Thursday, July 22, 2010

My Life: Present Day, Take: too many to count...ACTION!

"I always wanted a happy ending... Now I've learned, the hard way, that some poems don't rhyme, and some stories don't have a clear beginning, middle and end. Life is about not knowing, having to change, taking the moment and making the best of it without knowing what's going to happen next. Delicious ambiguity!."


~ Gilda Radner

So, after shaking my head a few times after noticing the last time I updated my blog, I decided to cut myself some slack given that I've been just a tad bit busy...and it makes it easier for me to just jump into this post without wasting time being disappointed at myself.

Everyday, I send out motivational quotes and in doing so, I come across some that inspire me to either act, think or take a moment to reflect on where I am, where I want to be, and how i plan on getting there.  I've had this quote for quite some time, but felt it would be a great way to start this post given all the recent changes in my life. 
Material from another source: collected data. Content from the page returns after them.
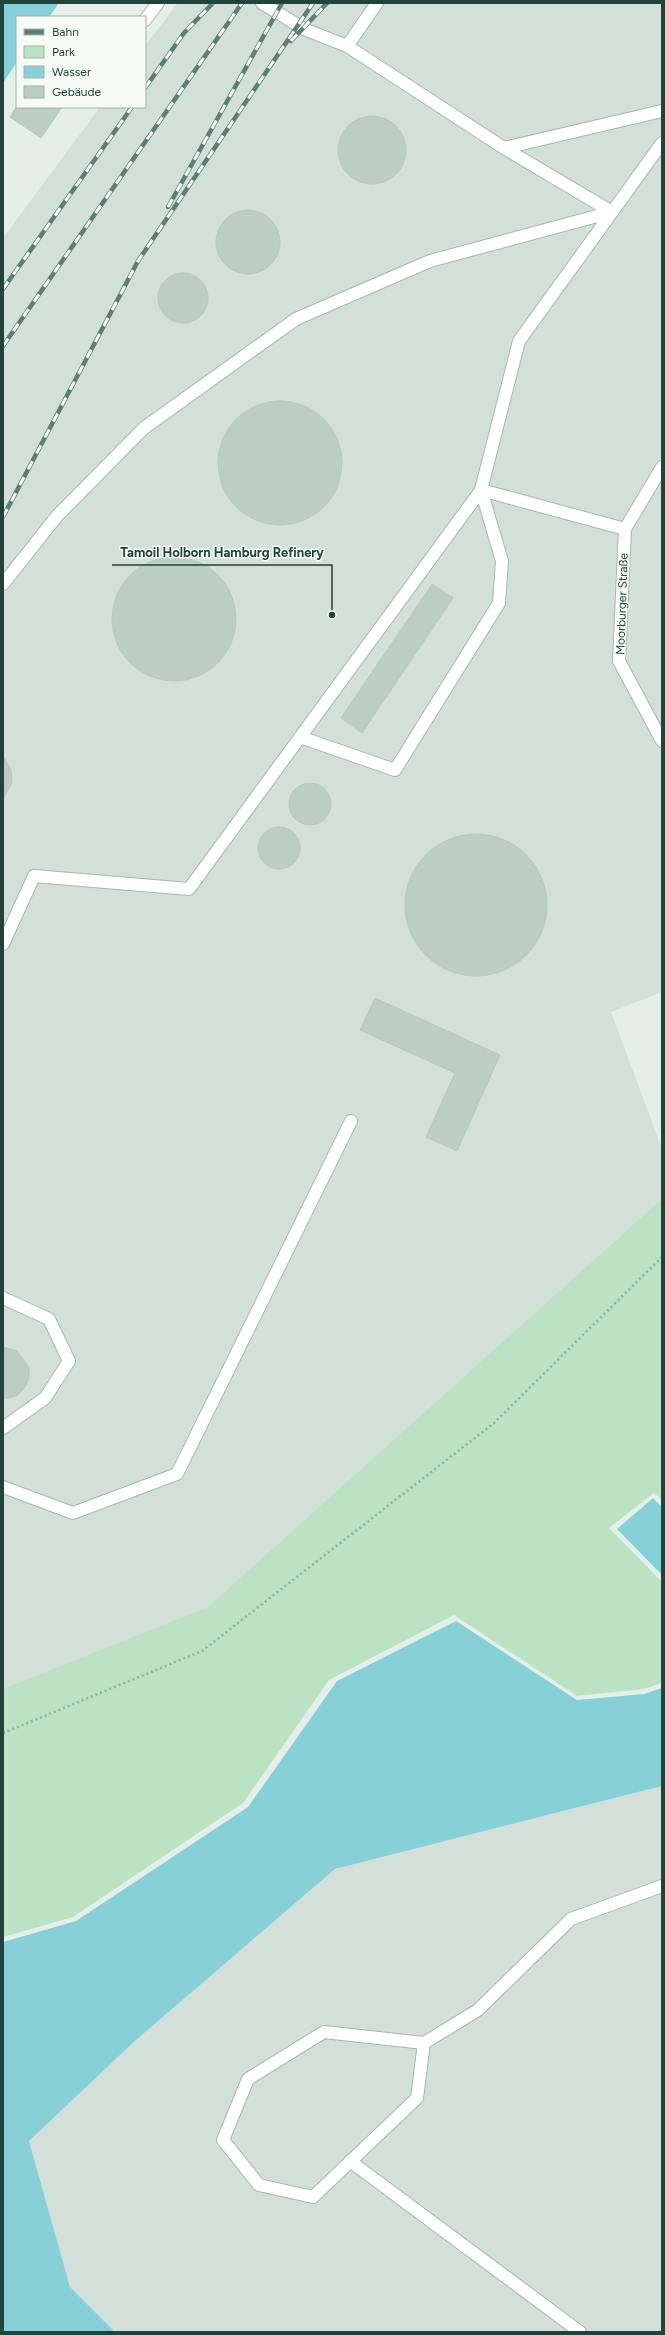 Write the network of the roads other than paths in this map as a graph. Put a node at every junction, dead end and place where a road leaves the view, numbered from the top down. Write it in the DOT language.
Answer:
graph roads {
  1 [pos="158,3"];
  2 [pos="262,3"];
  3 [pos="377,3"];
  4 [pos="146,19"];
  5 [pos="347,46"];
  6 [pos="662,111"];
  7 [pos="662,143"];
  8 [pos="504,148"];
  9 [pos="612,212"];
  10 [pos="662,467"];
  11 [pos="481,490"];
  12 [pos="625,529"];
  13 [pos="3,584"];
  14 [pos="300,737"];
  15 [pos="662,741"];
  16 [pos="3,944"];
  17 [pos="351,1121"];
  18 [pos="3,1298"];
  19 [pos="3,1428"];
  20 [pos="3,1487"];
  21 [pos="662,1886"];
  22 [pos="424,2043"];
  23 [pos="350,2161"];
  24 [pos="580,2332"];
  1 -- 4 [label="lane"];
  2 -- 5 [label="lane"];
  3 -- 5 [label="lane"];
  5 -- 8 [label="lane"];
  6 -- 8 [label="lane"];
  7 -- 9 [label="lane"];
  8 -- 9 [label="lane"];
  9 -- 11 [label="lane"];
  9 -- 13 [label="lane"];
  10 -- 12 [label="lane, Moorburger Straße"];
  11 -- 12 [label="lane"];
  11 -- 14 [label="lane"];
  11 -- 14 [label="lane"];
  12 -- 15 [label="lane, Moorburger Straße"];
  14 -- 16 [label="lane"];
  17 -- 20 [label="lane"];
  18 -- 19 [label="lane"];
  21 -- 22 [label="lane"];
  22 -- 23 [label="lane"];
  22 -- 23 [label="lane"];
  23 -- 24 [label="lane"];
}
To know me is to know that I tend to put a lot on my plate.  I have a hard time saying no, even if I know it means me losing out on what little bit of sleep I already tend to not get.  I love helping out, especially if it involves anything creative.  The problem is that in order for me to be creative for someone else, it almost always takes away from me being creative for me.  Why?  Because I give so much of my creative energy to whatever project I'm helping out on, that I push aside my own creative needs since I would be all over the place if I didn't.  I never thought it was a problem until I recently got sick and couldn't shake it.  I had a horrible cough that seemed to get worse even after I was prescribed medication.  I kept pushing myself because I felt that if people thought I didn't want it bad enough, they would write me off as just someone trying to make it.  The problem is that what I thought in my mind and how my body felt were out of sync. 

It all came to a halt at a fashion show of all places.  I hadn't been feeling well and against the advice of those who could care less about what shows I did or not attend, I forced myself to put on a smile and get dolled up for the camera.  The people dressing me commented at how pale I looked (I just added more blush), how I felt feverish (I just put a cold facecloth on my face) and how tired I looked (MAC concealer works wonders).  I rushed out and headed to the venue thinking that the way I looked outside would help me to feel better inside.  It all started out fine until I started coughing and couldn't stop (sorry to the poor woman sitting next to me who sat through my coughing fit before kindly moving during intermission).  My cough was so bad, I was almost in tears.

So for once, I did what I always have a hard time doing, I said I just couldn't do it.  I gave my apologies and left.  I walked back to my car still coughing and in tears because even though I knew I did what was best for me at the time, I still felt like I was letting people down.  The drive home felt like the longest ride ever, but seeing my house and knowing I was that much closer to being able to lie in bed, made me happy.  It took me about another month of just resting and taking it easy for me to finally get over the cough. 

I took a hiatus from everything and tried to slow down as much as possible.  That didn't last too long since I can't keep still and the thought of not doing anything creative is like a death sentence to me.  But instead of diving back into everything that I was doing before, I took time to really figure out what I wanted so bad that I was willing to let my body suffer for it.  The underlying theme in everything that I was doing, was my love for fashion.  I love fashion.  I always have and for some reason, it's the one thing I tend to avoid when it comes to doing it myself.  I talk a good game, but always tend to let myself get sidetracked when it comes to me focusing on me doing fashion.

So after taking the time to think and realizing what I wanted and what I was willing to sacrifice to get it, I decided to learn to say no.  Not a flat out no to people and then I go on about my way.  I decided to say no to myself.  I learned to tell myself no to all the distractions that I had become such an expert at creating or getting involved in.  I no longer give myself the option to get so caught up in helping someone else be creative that I deprive myself of my own creative energy.  It's easier to be creative with someone else since you share in both the applause and the possible criticism.  On your own, you have to learn to experience both and not let the first go to your head, or the latter destroy your passion.